Achieving the high phase purity of CH3NH3PbI3 film by two-step solution processable crystal engineering

doi:10.1016/j.jmst.2017.11.003

Abstract

Abstract:

To date, it is still a great challenge for highly efficient perovskite devices to realize the high quality perovskite films with high purity, high coverage ratio and good crystallization by two-step scalable solution method. In this study, a series PbI₂ films with tunable micro-architecture of PbI₂ crystals are prepared via solution processable crystal engineering. The perovskite film, prepared by optimized pit spacing in gas pumped PbI₂ film at 1000?Pa, shows the highest film quality, including no residual PbI₂ phase, compact morphology, and improved photoluminescence intensity. A transformation kinetics shows that the pit spacing strongly influences both the mass transfer and the sequential intercalation reaction between CH₃NH₃I and PbI₂ crystals, which ultimately determines the full reaction state of the perovskite film. The perovskite solar cells assembled by the perovskite film show both high power-conversion efficiency and good reproducibility of photovoltaic performance due to the restrained charge recombination arising from the high quality perovskite film.

Key words: High phase purity, CH₃NH₃PbI₃ film, Two-step solution method, Perovskite solar cells

Yan Li, Bin Ding, Guan-Jun Yang, Chang-Jiu Li, Cheng-Xin LiState. Achieving the high phase purity of CH₃NH₃PbI₃ film by two-step solution processable crystal engineering[J]. J. Mater. Sci. Technol., 2018, 34(8): 1405-1411.

Figures/Tables 9

Fig. 1. Surface morphologies and the cross sectional view of PbI2 films and the corresponding perovskite films: (a) PbI2-N.D., (b) PbI2-H.P., (c) PbI2-M.P., (d) PbI2-L.P., (e) PVK-N.D., (f) PVK- H.P., (g) PVK- M.P. and (h) PVK- L.P., where N.D. refers to natural drying; H.P. refers to high pressure drying; M.P. refers to middle pressure drying; L.P. refers to low pressure drying. The typical pit spacing of each PbI2 film is marked with red signs. (For interpretation of the references to colour in this figure legend, the reader is referred to the web version of this article.)

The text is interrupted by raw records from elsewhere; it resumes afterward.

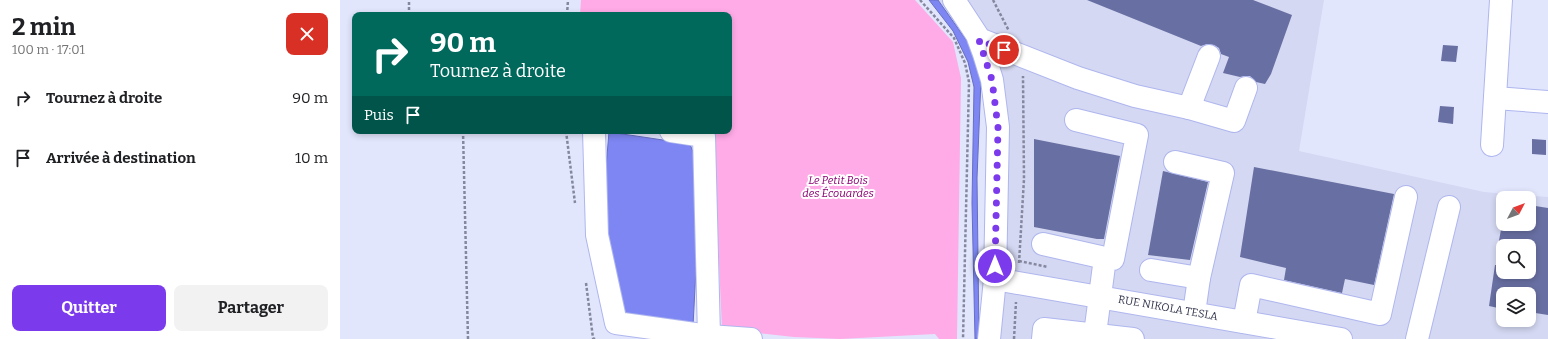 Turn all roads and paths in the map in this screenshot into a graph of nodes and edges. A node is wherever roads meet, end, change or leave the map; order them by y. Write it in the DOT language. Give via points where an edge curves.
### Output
graph roads {
  1 [pos="409,0"];
  2 [pos="568,0"];
  3 [pos="920,0"];
  4 [pos="954,0"];
  5 [pos="993,0"];
  6 [pos="1501,0"];
  7 [pos="409,12"];
  8 [pos="567,12"];
  9 [pos="979,40"];
  10 [pos="1017,54"];
  11 [pos="1209,56"];
  12 [pos="1246,88"];
  13 [pos="1495,98"];
  14 [pos="1548,102"];
  15 [pos="1189,108"];
  16 [pos="1076,120"];
  17 [pos="463,134"];
  18 [pos="594,134"];
  19 [pos="690,134"];
  20 [pos="1492,145"];
  21 [pos="1175,162"];
  22 [pos="1406,197"];
  23 [pos="1449,207"];
  24 [pos="1042,244"];
  25 [pos="1105,258"];
  26 [pos="1151,270"];
  27 [pos="1199,278"];
  28 [pos="995,279"];
  29 [pos="1018,282"];
  30 [pos="1099,296"];
  31 [pos="1194,313"];
  32 [pos="1244,322"];
  33 [pos="1096,334"];
  34 [pos="709,336"];
  35 [pos="468,339"];
  36 [pos="751,339"];
  37 [pos="963,339"];
  38 [pos="989,339"];
  39 [pos="1014,339"];
  40 [pos="1043,339"];
  41 [pos="1133,339"];
  42 [pos="1341,339"];
  43 [pos="1417,339"];
  1 -- 7 [label="path"];
  2 -- 8 [label="path"];
  3 -- 37 [label="path" via="954,38 965,63 969,82"];
  4 -- 9 [label="street"];
  5 -- 10 [label="path" via="1008,26"];
  6 -- 13 [label="street"];
  9 -- 10 [label="street"];
  9 -- 28 [label="street" via="992,80 998,127"];
  10 -- 15 [label="street" via="1078,78 1135,96"];
  10 -- 29 [label="path" via="1023,75 1024,179"];
  11 -- 15 [label="street"];
  12 -- 15 [label="street" via="1234,121"];
  13 -- 14 [label="street"];
  13 -- 20 [label="street"];
  16 -- 25 [label="street" via="1137,135 1113,259"];
  17 -- 35 [label="path"];
  18 -- 34 [label="street" via="597,235 616,323"];
  19 -- 34 [label="street" via="704,136"];
  21 -- 27 [label="street" via="1222,173"];
  22 -- 32 [label="street" via="1380,314 1251,285"];
  23 -- 43 [label="street"];
  24 -- 25 [label="street"];
  25 -- 30 [label="street"];
  26 -- 27 [label="street"];
  27 -- 31 [label="street"];
  28 -- 29 [label="street, RUE NIKOLA TESLA"];
  28 -- 38 [label="street"];
  29 -- 30 [label="street, RUE NIKOLA TESLA"];
  29 -- 39 [label="path"];
  30 -- 31 [label="street, RUE NIKOLA TESLA"];
  30 -- 33 [label="street"];
  31 -- 32 [label="street, RUE NIKOLA TESLA"];
  32 -- 42 [label="street, RUE NIKOLA TESLA"];
  33 -- 40 [label="street" via="1044,329"];
  33 -- 41 [label="street"];
  34 -- 36 [label="street"];
}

Fig. 2. High magnification of PbI2-M.P. film (a) and the corresponding pit spacing (PS) distribution (b).

Fig. 3. XRD patterns of the FTO substrate, the PbI2-N.D. film and the various perovskite films. These data were collected using PbI2 and perovskite films formed on FTO substrates.

Fig. 4. UV-vis absorption spectrums (a) and the steady-state PL spectra (b) of the perovskite films with the architecture of perovskite film/glass.

Fig. 5. Schematic illustration of the transformation kinetics of PbI2 films with various microstructures: (a) PbI2 films with various microstructures: compact PbI2 film, 1/2 PS > FT and 1/2 PS＜FT (from left to right), (b) the diffusion path of CH3NH3I, (c), (d) and (e) the reaction processes with prolonging the dipping time.

Fig. 6. Calculated results of the residual PbI2 in PVK-M.P. film and PVK-H.P. film according to the XRD patterns under different dipping time.

Fig. 7. J-V curves of the best PSCs assembled by PVK-N.D., PVK-H.P., PVK-M.P. and PVK-L.P under forward and reverse scan mode, where F. refers to forward scan mode, and R. refers to the reverse scan mode.

Fig. 8. Photovoltaic parameters distributions of PSCs assembled by PVK-H.P. and PVK-M.P.: (a) Jsc, (b) Voc, (c) FF and (d) PCE.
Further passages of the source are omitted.